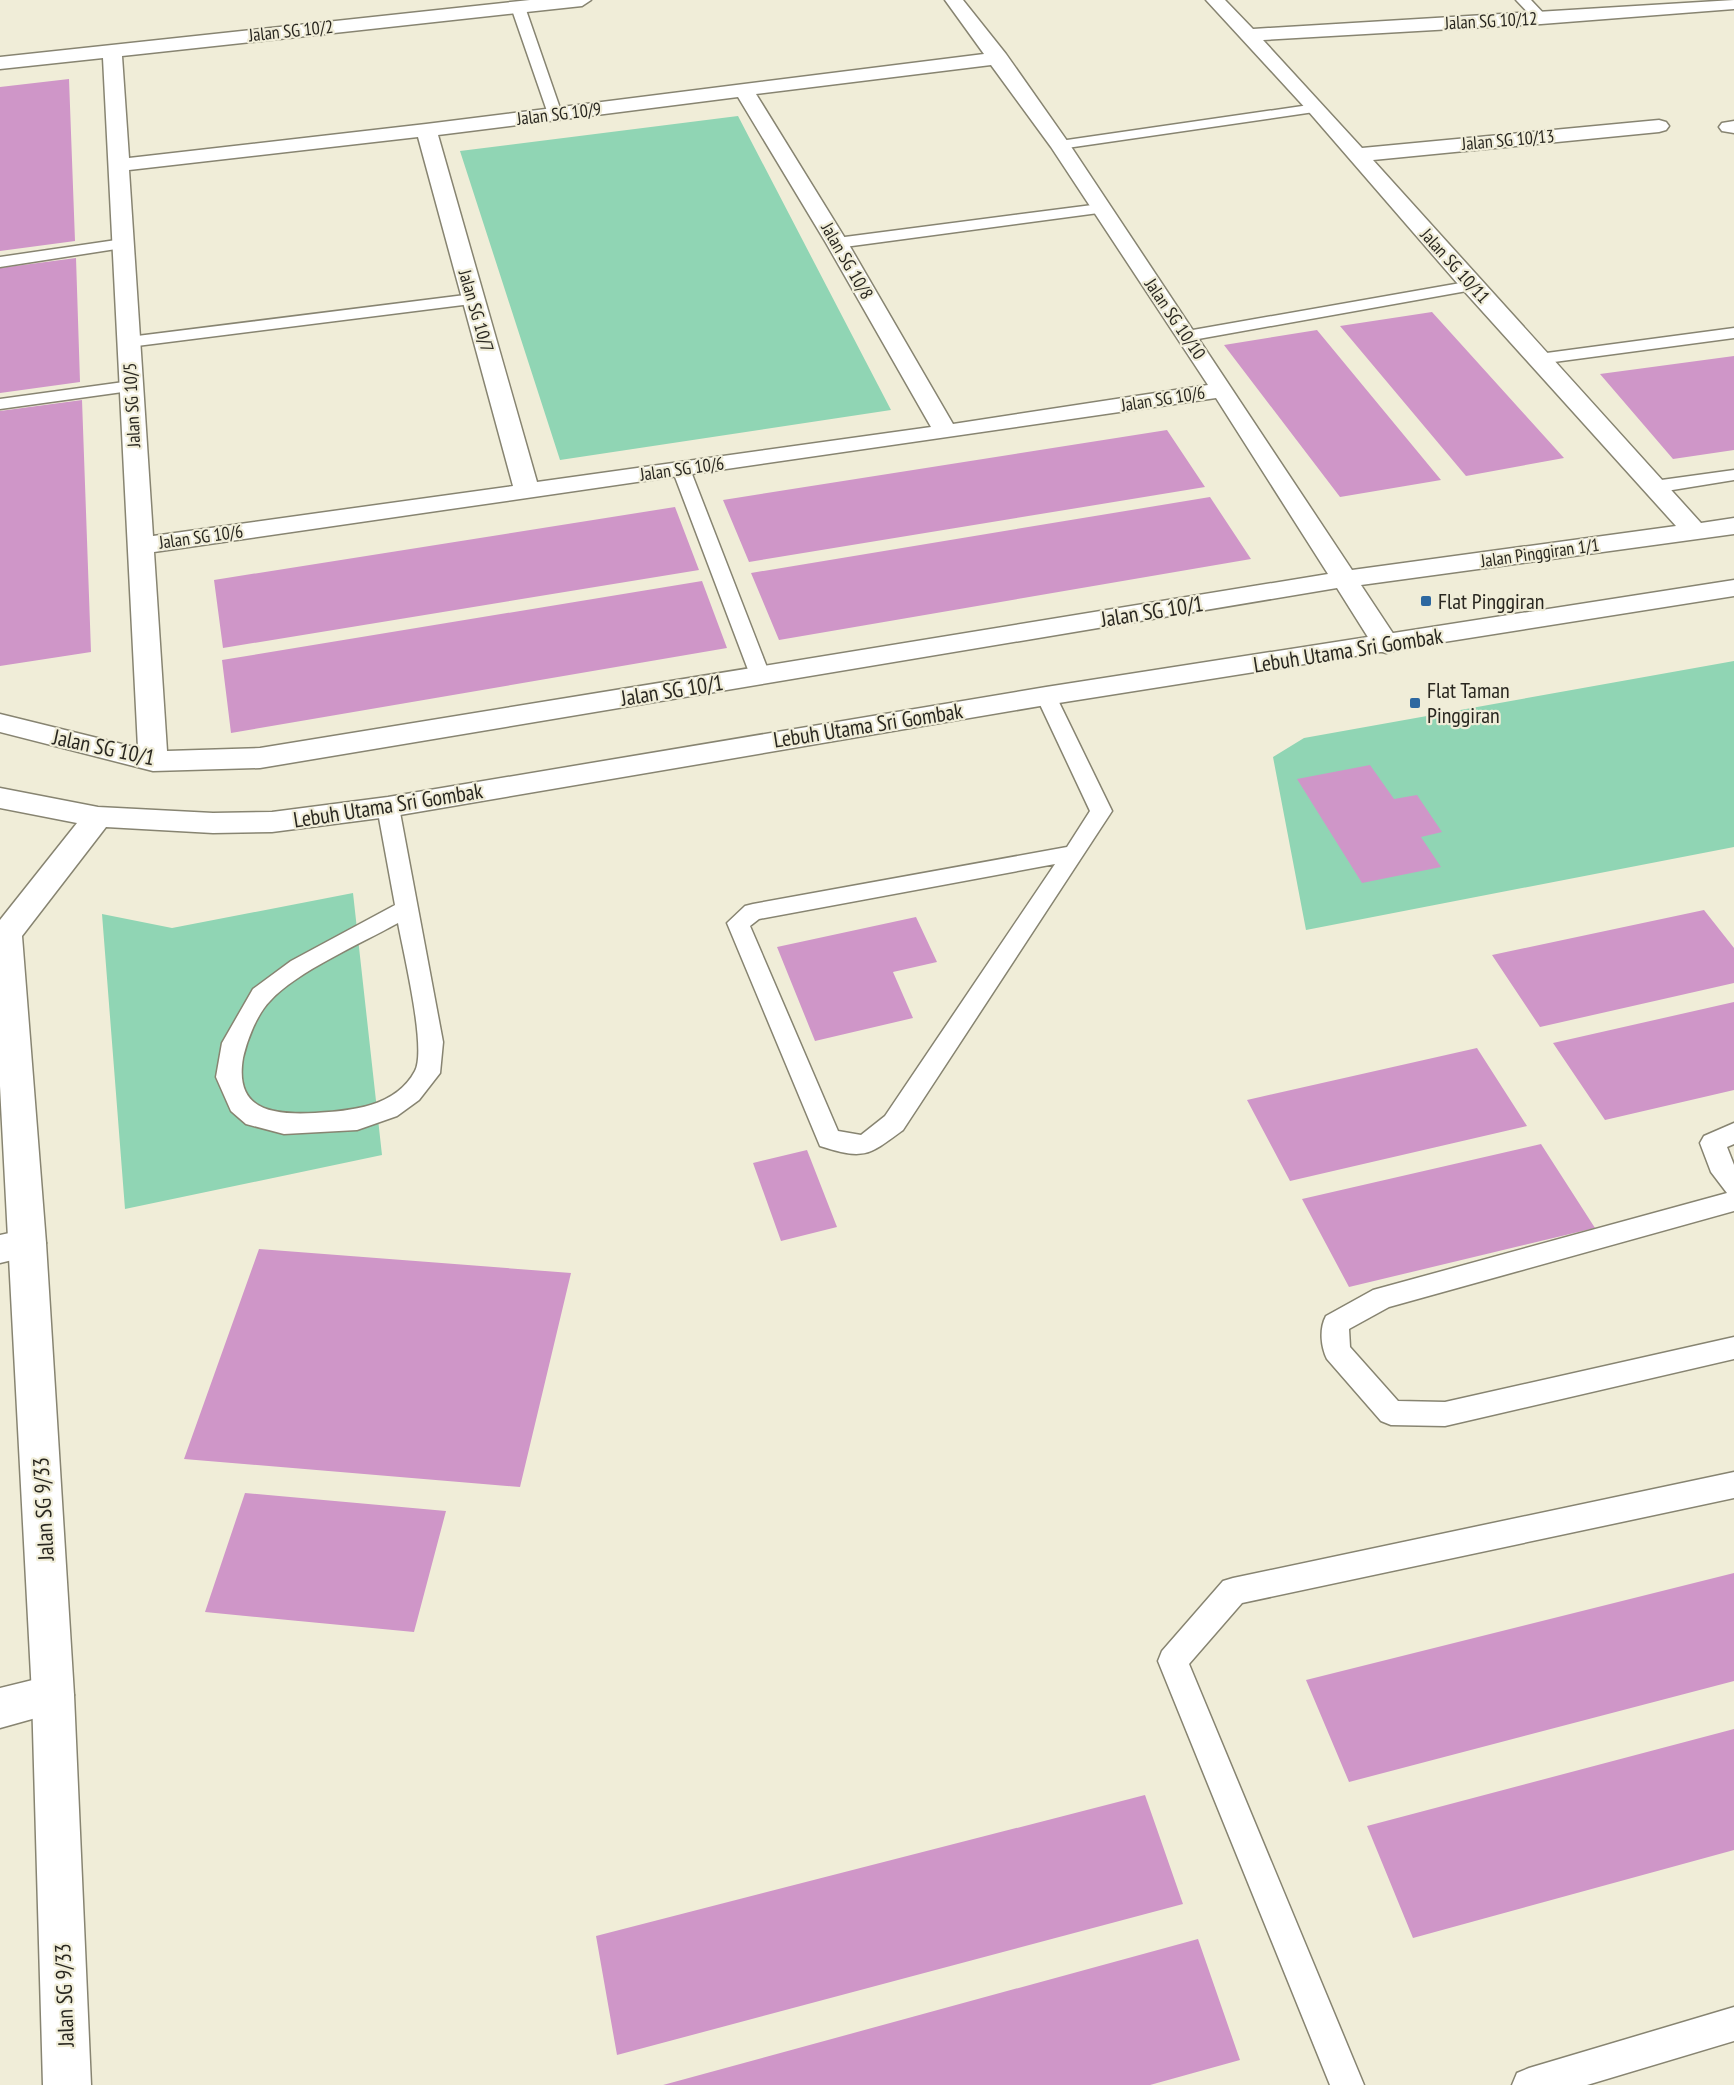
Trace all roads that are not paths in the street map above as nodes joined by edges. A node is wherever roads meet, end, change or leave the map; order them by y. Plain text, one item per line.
1 (582, 0) edge
2 (954, 0) edge
3 (1215, 0) edge
4 (1523, 0) edge
5 (1734, 3) edge
6 (518, 7) junction
7 (1541, 18) junction
8 (1247, 35) junction
9 (112, 50) junction
10 (999, 58) junction
11 (0, 63) edge
12 (744, 91) junction
13 (1316, 108) junction
14 (555, 114) junction
15 (1659, 126) dead end
16 (426, 130) junction
17 (1060, 146) junction
18 (1357, 155) junction
19 (118, 165) junction
20 (1100, 209) junction
21 (837, 243) junction
22 (123, 244) junction
23 (0, 262) edge
24 (1472, 286) junction
25 (473, 299) junction
26 (1734, 333) edge
27 (1187, 336) junction
28 (129, 342) junction
29 (1539, 359) junction
30 (131, 386) junction
31 (1223, 390) junction
32 (0, 404) edge
33 (946, 432) junction
34 (681, 469) junction
35 (1734, 475) edge
36 (1654, 487) junction
37 (527, 491) junction
38 (1734, 526) edge
39 (1695, 532) junction
40 (140, 546) junction
41 (1346, 579) junction
42 (1734, 588) edge
43 (1680, 599) junction
44 (1734, 605) edge
45 (1386, 644) junction
46 (760, 675) junction
47 (1046, 696) junction
48 (0, 723) edge
49 (153, 760) junction
50 (0, 798) edge
51 (388, 807) junction
52 (98, 817) junction
53 (1074, 853) junction
54 (406, 909) junction
55 (3, 933) edge
56 (1734, 1133) edge
57 (1734, 1185) edge
58 (1734, 1200) edge
59 (14, 1246) edge
60 (1734, 1348) edge
61 (1734, 1485) edge
62 (53, 1695) junction
63 (0, 1708) edge
64 (1734, 2024) edge
65 (67, 2085) edge
66 (1347, 2085) edge
67 (1529, 2085) edge

1 - 6 street, Jalan SG 10/2
2 - 10 street, Jalan SG 10/10
3 - 8 street, Jalan SG 10/11
4 - 7 lane
5 - 7 street, Jalan SG 10/12
6 - 9 street, Jalan SG 10/2
6 - 14 lane
7 - 8 street, Jalan SG 10/12
8 - 13 street, Jalan SG 10/11
9 - 11 street, Jalan SG 10/2
9 - 19 street, Jalan SG 10/5
10 - 12 street, Jalan SG 10/9
10 - 17 street, Jalan SG 10/10
12 - 14 street, Jalan SG 10/9
12 - 21 street, Jalan SG 10/8
13 - 17 lane
13 - 18 street, Jalan SG 10/11
14 - 16 street, Jalan SG 10/9
15 - 18 street, Jalan SG 10/13
16 - 19 street, Jalan SG 10/9
16 - 25 street, Jalan SG 10/7
17 - 20 street, Jalan SG 10/10
18 - 24 street, Jalan SG 10/11
19 - 22 street, Jalan SG 10/5
20 - 21 lane
20 - 27 street, Jalan SG 10/10
21 - 33 street, Jalan SG 10/8
22 - 23 lane
22 - 28 street, Jalan SG 10/5
24 - 27 lane
24 - 29 street, Jalan SG 10/11
25 - 28 lane
25 - 37 street, Jalan SG 10/7
26 - 29 lane
27 - 31 street, Jalan SG 10/10
28 - 30 street, Jalan SG 10/5
29 - 36 street, Jalan SG 10/11
30 - 32 lane
30 - 40 street, Jalan SG 10/5
31 - 33 street, Jalan SG 10/6
31 - 41 street, Jalan SG 10/10
33 - 34 street, Jalan SG 10/6
34 - 37 street, Jalan SG 10/6
34 - 46 lane
35 - 36 lane
36 - 39 street, Jalan SG 10/11
37 - 40 street, Jalan SG 10/6
38 - 39 street, Jalan Pinggiran 1/1
39 - 41 street, Jalan Pinggiran 1/1
40 - 49 street, Jalan SG 10/5
41 - 45 street, Jalan SG 10/10
41 - 46 street, Jalan SG 10/1
42 - 43 street, Lebuh Utama Sri Gombak
43 - 44 street
43 - 45 street, Lebuh Utama Sri Gombak
45 - 47 street, Lebuh Utama Sri Gombak
46 - 49 street, Jalan SG 10/1
47 - 51 street, Lebuh Utama Sri Gombak
47 - 53 lane
48 - 49 street, Jalan SG 10/1
50 - 52 street, Lebuh Utama Sri Gombak
51 - 52 street, Lebuh Utama Sri Gombak
51 - 54 lane
52 - 55 street, Jalan SG 9/33
53 - 53 lane
54 - 54 lane
55 - 59 street, Jalan SG 9/33
56 - 57 lane
58 - 60 lane
59 - 62 street, Jalan SG 9/33
61 - 66 lane
62 - 63 street
62 - 65 street, Jalan SG 9/33
64 - 67 lane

★ ★ ★ ★ ★ ★ ★

» What is being asked
Return each record as written, minus its images.

» Solution for this task
Trace all roads that are not paths in the street map above as nodes joined by edges. A node is wherever roads meet, end, change or leave the map; order them by y. Plain text, one item per line.
1 (582, 0) edge
2 (954, 0) edge
3 (1215, 0) edge
4 (1523, 0) edge
5 (1734, 3) edge
6 (518, 7) junction
7 (1541, 18) junction
8 (1247, 35) junction
9 (112, 50) junction
10 (999, 58) junction
11 (0, 63) edge
12 (744, 91) junction
13 (1316, 108) junction
14 (555, 114) junction
15 (1659, 126) dead end
16 (426, 130) junction
17 (1060, 146) junction
18 (1357, 155) junction
19 (118, 165) junction
20 (1100, 209) junction
21 (837, 243) junction
22 (123, 244) junction
23 (0, 262) edge
24 (1472, 286) junction
25 (473, 299) junction
26 (1734, 333) edge
27 (1187, 336) junction
28 (129, 342) junction
29 (1539, 359) junction
30 (131, 386) junction
31 (1223, 390) junction
32 (0, 404) edge
33 (946, 432) junction
34 (681, 469) junction
35 (1734, 475) edge
36 (1654, 487) junction
37 (527, 491) junction
38 (1734, 526) edge
39 (1695, 532) junction
40 (140, 546) junction
41 (1346, 579) junction
42 (1734, 588) edge
43 (1680, 599) junction
44 (1734, 605) edge
45 (1386, 644) junction
46 (760, 675) junction
47 (1046, 696) junction
48 (0, 723) edge
49 (153, 760) junction
50 (0, 798) edge
51 (388, 807) junction
52 (98, 817) junction
53 (1074, 853) junction
54 (406, 909) junction
55 (3, 933) edge
56 (1734, 1133) edge
57 (1734, 1185) edge
58 (1734, 1200) edge
59 (14, 1246) edge
60 (1734, 1348) edge
61 (1734, 1485) edge
62 (53, 1695) junction
63 (0, 1708) edge
64 (1734, 2024) edge
65 (67, 2085) edge
66 (1347, 2085) edge
67 (1529, 2085) edge

1 - 6 street, Jalan SG 10/2
2 - 10 street, Jalan SG 10/10
3 - 8 street, Jalan SG 10/11
4 - 7 lane
5 - 7 street, Jalan SG 10/12
6 - 9 street, Jalan SG 10/2
6 - 14 lane
7 - 8 street, Jalan SG 10/12
8 - 13 street, Jalan SG 10/11
9 - 11 street, Jalan SG 10/2
9 - 19 street, Jalan SG 10/5
10 - 12 street, Jalan SG 10/9
10 - 17 street, Jalan SG 10/10
12 - 14 street, Jalan SG 10/9
12 - 21 street, Jalan SG 10/8
13 - 17 lane
13 - 18 street, Jalan SG 10/11
14 - 16 street, Jalan SG 10/9
15 - 18 street, Jalan SG 10/13
16 - 19 street, Jalan SG 10/9
16 - 25 street, Jalan SG 10/7
17 - 20 street, Jalan SG 10/10
18 - 24 street, Jalan SG 10/11
19 - 22 street, Jalan SG 10/5
20 - 21 lane
20 - 27 street, Jalan SG 10/10
21 - 33 street, Jalan SG 10/8
22 - 23 lane
22 - 28 street, Jalan SG 10/5
24 - 27 lane
24 - 29 street, Jalan SG 10/11
25 - 28 lane
25 - 37 street, Jalan SG 10/7
26 - 29 lane
27 - 31 street, Jalan SG 10/10
28 - 30 street, Jalan SG 10/5
29 - 36 street, Jalan SG 10/11
30 - 32 lane
30 - 40 street, Jalan SG 10/5
31 - 33 street, Jalan SG 10/6
31 - 41 street, Jalan SG 10/10
33 - 34 street, Jalan SG 10/6
34 - 37 street, Jalan SG 10/6
34 - 46 lane
35 - 36 lane
36 - 39 street, Jalan SG 10/11
37 - 40 street, Jalan SG 10/6
38 - 39 street, Jalan Pinggiran 1/1
39 - 41 street, Jalan Pinggiran 1/1
40 - 49 street, Jalan SG 10/5
41 - 45 street, Jalan SG 10/10
41 - 46 street, Jalan SG 10/1
42 - 43 street, Lebuh Utama Sri Gombak
43 - 44 street
43 - 45 street, Lebuh Utama Sri Gombak
45 - 47 street, Lebuh Utama Sri Gombak
46 - 49 street, Jalan SG 10/1
47 - 51 street, Lebuh Utama Sri Gombak
47 - 53 lane
48 - 49 street, Jalan SG 10/1
50 - 52 street, Lebuh Utama Sri Gombak
51 - 52 street, Lebuh Utama Sri Gombak
51 - 54 lane
52 - 55 street, Jalan SG 9/33
53 - 53 lane
54 - 54 lane
55 - 59 street, Jalan SG 9/33
56 - 57 lane
58 - 60 lane
59 - 62 street, Jalan SG 9/33
61 - 66 lane
62 - 63 street
62 - 65 street, Jalan SG 9/33
64 - 67 lane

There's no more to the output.